1. Field of the Invention
This invention relates to a pipe architecture in particular, to alternate multi-threaded pipeline architecture.
2. Description of the Related Art
The pipelining of instructions and data is well known in the processor art for one technique of achieving higher processing speed. In a typical pipelined processor design, the data is passed through the processor in various stages, referred to as a pipeline, in order to process large amounts of data more quickly to obtain a final output at higher speeds.
The processor speed depends on the time to finish each task in every pipeline stage. In order to achieve higher speeds, the pipeline stages are increased in number. For very high speeds, a deep pipeline having as many as 9-12 stages may be used. Such a deep pipeline requires substantial refinement and precise timing between the circuits.
A deep pipeline design usually introduces pipeline stalls and branch penalties. There is a requirement to use static and/or dynamic branch schemes in order to reduce the branch penalties. In addition, multi-threading is sometimes used reduce memory latenancies and VLIW/superscaler to improve ILP (instruction level parallel). The above attempts only solve a few of the problems introduced by using a deep pipeline and the improvement is not significant.
FIGS. 1 and 2A-2C illustrate current attempts at pipeline management. As is known in the art, a pipeline may have many stages. In the embodiments shown, 9 pipeline stages are illustrated, though the use of 6 pipelines stages, or other lengths are well known in the art. The execution of the various pipeline stages of FIG. 1 is illustrated in FIG. 2A.

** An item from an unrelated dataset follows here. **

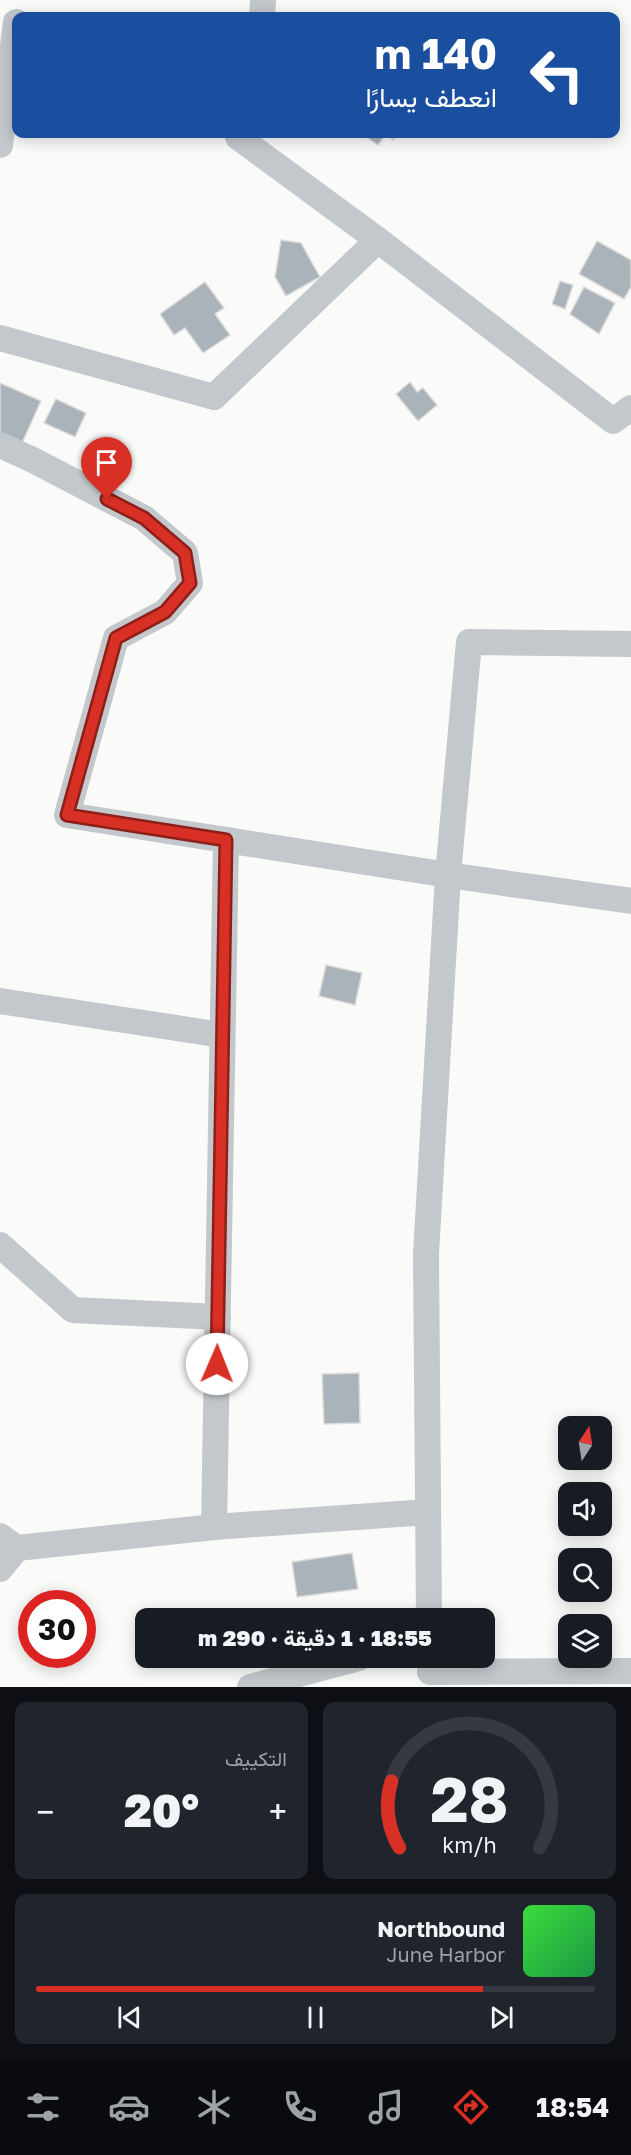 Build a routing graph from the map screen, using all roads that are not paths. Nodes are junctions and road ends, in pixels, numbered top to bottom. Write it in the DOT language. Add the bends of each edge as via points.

A pipeline 10 of data is illustrated in FIG. 1. A circuit capable of the pipeline of FIG. 1 includes 9 stages, the first stage being labeled stage 12 and the last being labeled 14. The steps 13 executed in each stage are shown below the name for pipeline stage. One step 13 in the pipeline is executed on one clock cycle. The first step, Instruction Fetch 1, (IF1) is executed on two parts of the clock cycle, C1 and C2. The steps 13 executed on these clock cycles are shown below the pipeline 10, which include I Addr, Program Memory Read, etc.
The execution of the pipeline 10 is described with respect to FIG. 2A. An ALU is one form of a logic circuit 16 which executes the data from the pipeline stages 10. The ALU 16 has clocked inputs 18 and 20, which receive the data and transfer it for execution by the ALU 16 when the clock cycle is enabled.
In the embodiment of FIG. 2A, the clocks C1 and C2 represent opposite phases of the same clock driving the logic circuit 16. On a first clock C1 the data presented at inputs S0 and S1 is provided to the ALU 16 for execution. The execution is completed and the data output of the ALU 16 and presented at the input of multiplexer and drive circuit 22. On the opposite phase, the data is clocked out of the multiplexer 22 for presentation 23. It is also fed back for presentation to the ALU 16 on the subsequent clock cycle C1.
In the embodiment of the prior art in FIG. 2A, a single thread of pipeline data is being processed. The time of a single clock cycle is 2.5 nanoseconds, shown in FIG. 2A. The first part of the cycle introduces the data to the ALU for execution, while the second part of the operates on the same thread and the same data to provide an output to execute the data. The same pipeline thread 10 continues through the ALU 16 for execution one stage at a time.
The operation of steps 13 can be seen in FIG. 1, after the first step of IF1, a program memory read is executed which requires two clock cycles followed by subsequent execution on each clock cycle, such as instruction drive, IR latch and pre-decode ARF address, ARF read, etc. This particular approach makes use of a highly pipelined processor in order to obtain an output stream.
Traditionally, a pipeline architecture is carried out as shown in FIG. 2B in which each processor is physically separate from each other. Processor 25 and 27 are on a physically separate processor. Each of the processors operates in parallel using one or more state machines in order to track the data.
There is a potential that the different instructions or data may cause delays in execution, and thus dedicated processors, each with its own state machine, are often used to avoid errors. This traditional dual processor system results in time delays and large use of surface area. Achieving fast clocks beats becomes more difficult. One prior art technique is described in an article in Microprocessor Report, Volume 16, Archive 2, Feb. 2002, pages 4-9 titled “Technology 2001: On a Clear Day You Can See Forever,” by Max Barron, which illustrates an improvement in which the processor core remains the same and two execution logic circuits 15 are used which share processor core resources. While this results in some improvement in operational time, it fails to provide a substantial advance across the entire system level.